▶ **Dataset entries**:
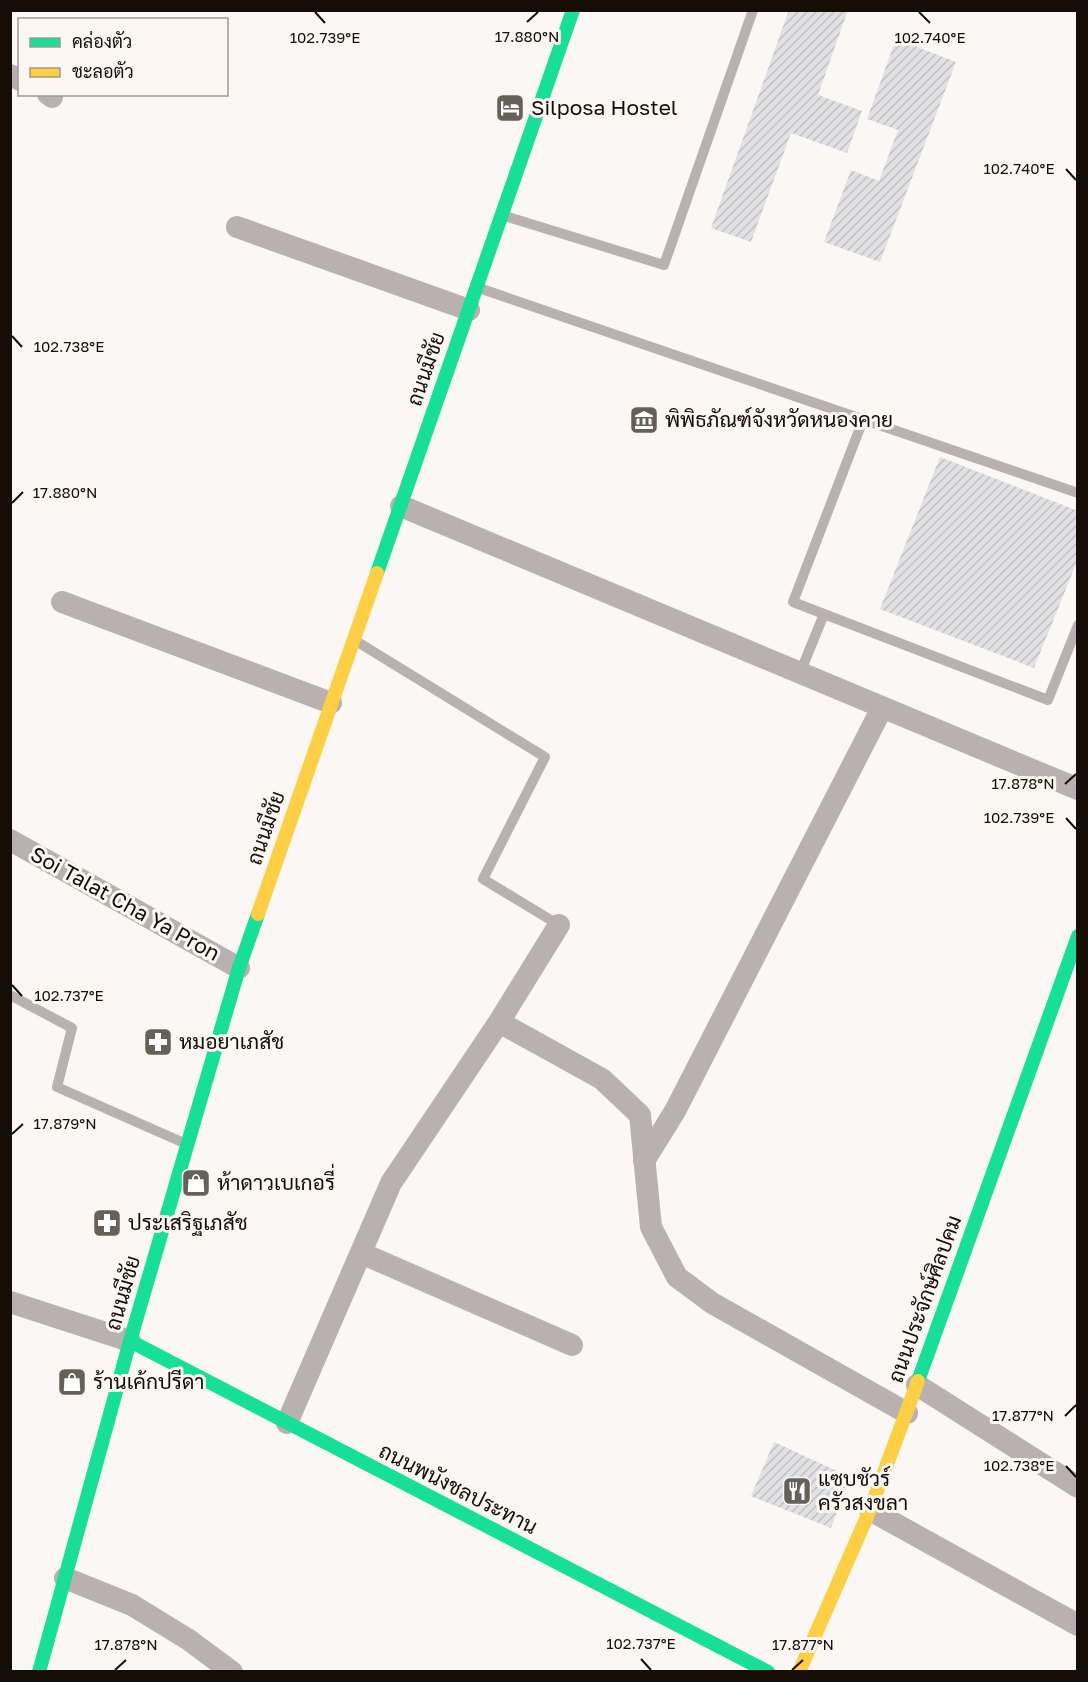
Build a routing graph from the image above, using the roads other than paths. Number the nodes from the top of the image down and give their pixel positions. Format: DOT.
graph roads {
  1 [pos="573,10"];
  2 [pos="753,10"];
  3 [pos="502,215"];
  4 [pos="237,227"];
  5 [pos="476,287"];
  6 [pos="469,310"];
  7 [pos="864,420"];
  8 [pos="1077,494"];
  9 [pos="401,506"];
  10 [pos="62,602"];
  11 [pos="824,614"];
  12 [pos="1077,625"];
  13 [pos="353,639"];
  14 [pos="800,673"];
  15 [pos="331,703"];
  16 [pos="882,708"];
  17 [pos="1077,789"];
  18 [pos="10,840"];
  19 [pos="559,925"];
  20 [pos="1077,936"];
  21 [pos="1073,960"];
  22 [pos="239,968"];
  23 [pos="10,995"];
  24 [pos="499,1022"];
  25 [pos="188,1145"];
  26 [pos="644,1161"];
  27 [pos="361,1253"];
  28 [pos="10,1302"];
  29 [pos="130,1341"];
  30 [pos="572,1345"];
  31 [pos="917,1385"];
  32 [pos="907,1413"];
  33 [pos="287,1423"];
  34 [pos="1077,1487"];
  35 [pos="870,1510"];
  36 [pos="65,1578"];
  37 [pos="1077,1625"];
  38 [pos="39,1671"];
  39 [pos="232,1671"];
  40 [pos="768,1671"];
  41 [pos="799,1671"];
  1 -- 3 [label="street, ถนนมีชัย"];
  2 -- 3 [label="lane"];
  3 -- 5 [label="street, ถนนมีชัย"];
  4 -- 6 [label="street"];
  5 -- 6 [label="street, ถนนมีชัย"];
  5 -- 7 [label="lane"];
  6 -- 9 [label="street, ถนนมีชัย"];
  7 -- 8 [label="lane"];
  7 -- 11 [label="lane"];
  9 -- 13 [label="street, ถนนมีชัย"];
  9 -- 14 [label="street"];
  10 -- 15 [label="street"];
  11 -- 12 [label="lane"];
  11 -- 14 [label="lane"];
  13 -- 15 [label="street, ถนนมีชัย"];
  13 -- 19 [label="lane"];
  14 -- 16 [label="street"];
  15 -- 22 [label="street, ถนนมีชัย"];
  16 -- 17 [label="street"];
  16 -- 26 [label="street"];
  18 -- 22 [label="street, Soi Talat Cha Ya Pron"];
  19 -- 24 [label="street"];
  20 -- 21 [label="street, ถนนประจักษ์ศิลปคม"];
  21 -- 31 [label="street, ถนนประจักษ์ศิลปคม"];
  22 -- 25 [label="street, ถนนมีชัย"];
  23 -- 25 [label="lane"];
  24 -- 26 [label="street"];
  24 -- 27 [label="street"];
  25 -- 29 [label="street, ถนนมีชัย"];
  26 -- 32 [label="street"];
  27 -- 30 [label="street"];
  27 -- 33 [label="street"];
  28 -- 29 [label="street"];
  29 -- 33 [label="street, ถนนพนังชลประทาน"];
  29 -- 36 [label="street, ถนนมีชัย"];
  31 -- 32 [label="street, ถนนประจักษ์ศิลปคม"];
  31 -- 34 [label="street"];
  32 -- 35 [label="street, ถนนประจักษ์ศิลปคม"];
  33 -- 40 [label="street, ถนนพนังชลประทาน"];
  35 -- 37 [label="street"];
  35 -- 41 [label="street, ถนนประจักษ์ศิลปคม"];
  36 -- 38 [label="street, ถนนมีชัย"];
  36 -- 39 [label="street"];
}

▶ **Exercise instructions**: Check each line of the material for the string "ลปคม" and say how many lines have it. Give the number only.

▶ **Reply to the task**: 5